▸ **What to work on**
Report the number of lines below in which the word "down" occurs. Nothing else is needed.
[Exercise inputs — start]
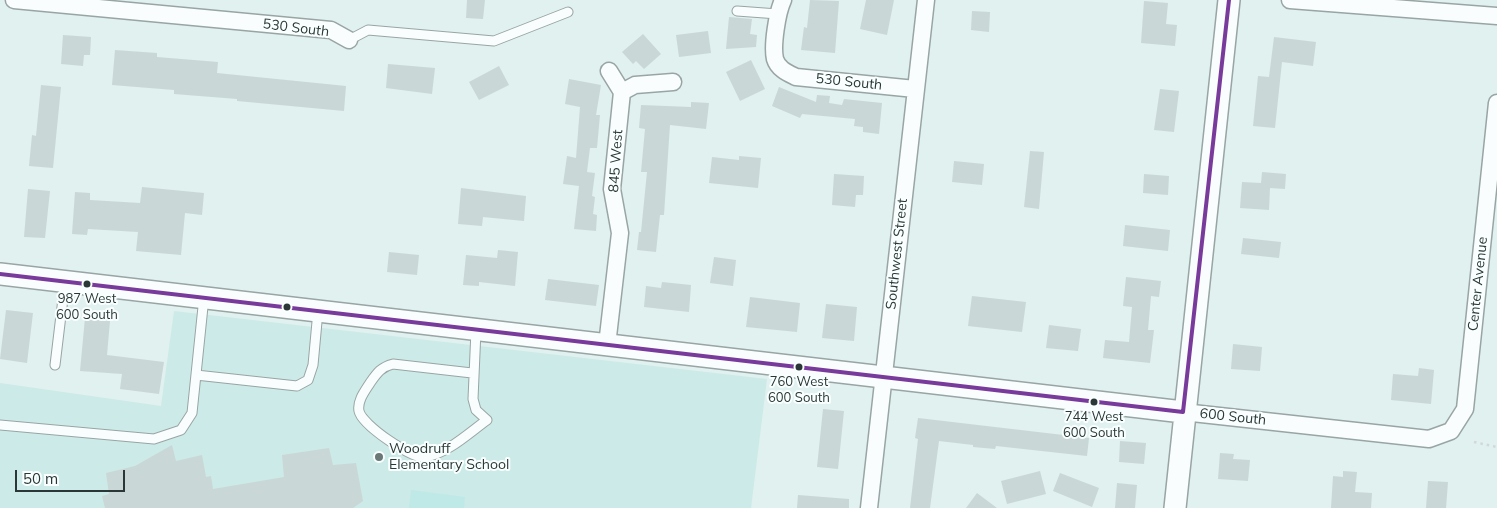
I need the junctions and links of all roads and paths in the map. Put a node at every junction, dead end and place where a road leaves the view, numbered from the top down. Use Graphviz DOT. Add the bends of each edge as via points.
graph roads {
  1 [pos="14,0"];
  2 [pos="926,0"];
  3 [pos="1229,0"];
  4 [pos="1290,0"];
  5 [pos="781,7"];
  6 [pos="736,11"];
  7 [pos="568,12"];
  8 [pos="1497,16"];
  9 [pos="349,40"];
  10 [pos="609,71"];
  11 [pos="673,82"];
  12 [pos="916,89"];
  13 [pos="622,92"];
  14 [pos="1497,103"];
  15 [pos="0,274"];
  16 [pos="65,281"];
  17 [pos="204,296"];
  18 [pos="318,310"];
  19 [pos="476,329"];
  20 [pos="607,345"];
  21 [pos="55,365"];
  22 [pos="472,373"];
  23 [pos="196,375"];
  24 [pos="883,376"];
  25 [pos="1183,412"];
  26 [pos="0,425"];
  27 [pos="1451,431"];
  28 [pos="1474,442"];
  29 [pos="1497,447"];
  30 [pos="869,508"];
  31 [pos="1174,508"];
  1 -- 9 [label="street, 530 South" via="331,30"];
  2 -- 12 [label="street, Southwest Street"];
  3 -- 25 [label="street"];
  4 -- 8 [label="street"];
  5 -- 6 [label="lane"];
  5 -- 12 [label="street, 530 South" via="776,61 784,71 796,77"];
  7 -- 9 [label="lane, 530 South" via="494,41 368,30"];
  10 -- 13 [label="street"];
  11 -- 13 [label="street" via="635,85"];
  12 -- 24 [label="street, Southwest Street"];
  13 -- 20 [label="street, 845 West" via="612,189 620,233"];
  14 -- 27 [label="street, Center Avenue" via="1465,409"];
  15 -- 16 [label="street, 600 South"];
  16 -- 17 [label="street, 600 South"];
  16 -- 21 [label="lane"];
  17 -- 18 [label="street, 600 South"];
  17 -- 23 [label="lane"];
  18 -- 19 [label="street, 600 South"];
  18 -- 23 [label="lane" via="313,365 308,380 298,386"];
  19 -- 20 [label="street, 600 South"];
  19 -- 22 [label="lane"];
  20 -- 24 [label="street, 600 South"];
  22 -- 22 [label="lane" via="393,364 385,366 377,372 360,400 358,410 364,422 416,458 427,457 441,452 487,420 476,410"];
  23 -- 26 [label="lane" via="192,412 182,430 154,438"];
  24 -- 25 [label="street, 600 South"];
  24 -- 30 [label="street, Southwest Street"];
  25 -- 27 [label="street, 600 South" via="1429,439"];
  25 -- 31 [label="street"];
  28 -- 29 [label="path"];
}
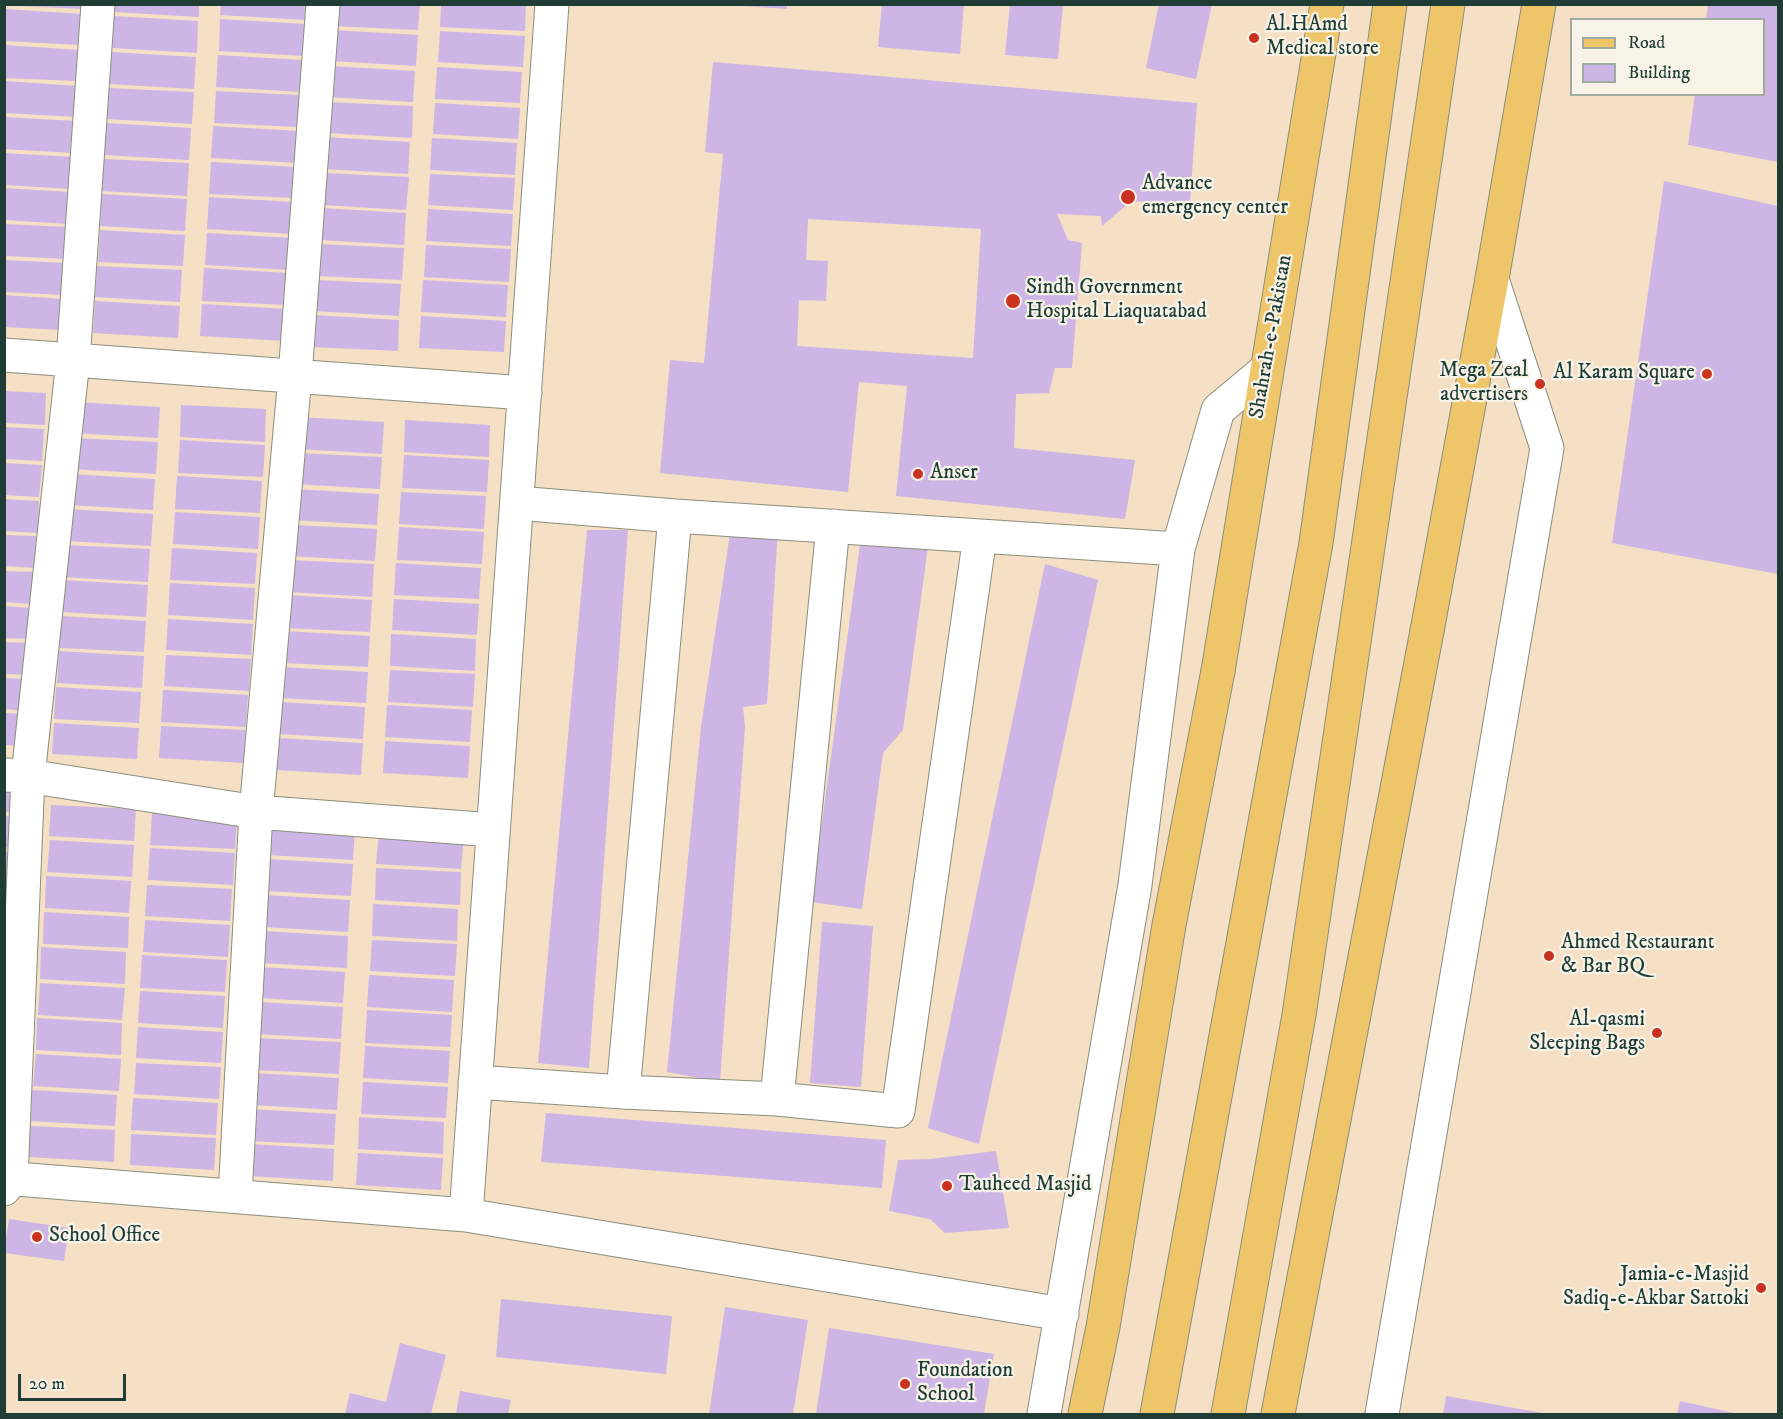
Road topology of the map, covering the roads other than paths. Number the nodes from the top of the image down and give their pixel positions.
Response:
1 (98, 4) edge
2 (323, 4) edge
3 (552, 4) edge
4 (1327, 4) edge
5 (1390, 4) edge
6 (1448, 4) edge
7 (1539, 4) edge
8 (1492, 279) junction
9 (4, 355) edge
10 (73, 360) junction
11 (1266, 370) junction
12 (295, 376) junction
13 (525, 393) junction
14 (517, 504) junction
15 (675, 516) junction
16 (833, 526) junction
17 (980, 536) junction
18 (1178, 549) junction
19 (16, 775) edge
20 (256, 812) junction
21 (493, 830) junction
22 (475, 1082) junction
23 (623, 1092) junction
24 (777, 1099) junction
25 (7, 1182) edge
26 (235, 1196) junction
27 (466, 1215) junction
28 (1062, 1314) junction
29 (1044, 1414) edge
30 (1085, 1414) edge
31 (1157, 1414) edge
32 (1228, 1414) edge
33 (1278, 1414) edge
34 (1382, 1414) edge

1 - 10 street
2 - 12 street
3 - 13 street
4 - 11 main road, Shahrah-e-Pakistan
5 - 31 main road
6 - 32 main road
7 - 8 main road
8 - 33 main road
8 - 34 street
9 - 10 street
10 - 12 street
10 - 19 street
11 - 18 street
11 - 30 main road, Shahrah-e-Pakistan
12 - 13 street
12 - 20 street
13 - 14 street
14 - 15 street
14 - 21 street
15 - 16 street
15 - 23 street
16 - 17 street
16 - 24 street
17 - 18 street
17 - 24 street
18 - 28 street
19 - 20 street
19 - 25 street
20 - 21 street
20 - 26 street
21 - 22 street
22 - 23 street
22 - 27 street
23 - 24 street
25 - 26 street
26 - 27 street
27 - 28 street
28 - 29 street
[Exercise inputs — finish]
▸ **Exercise result**
2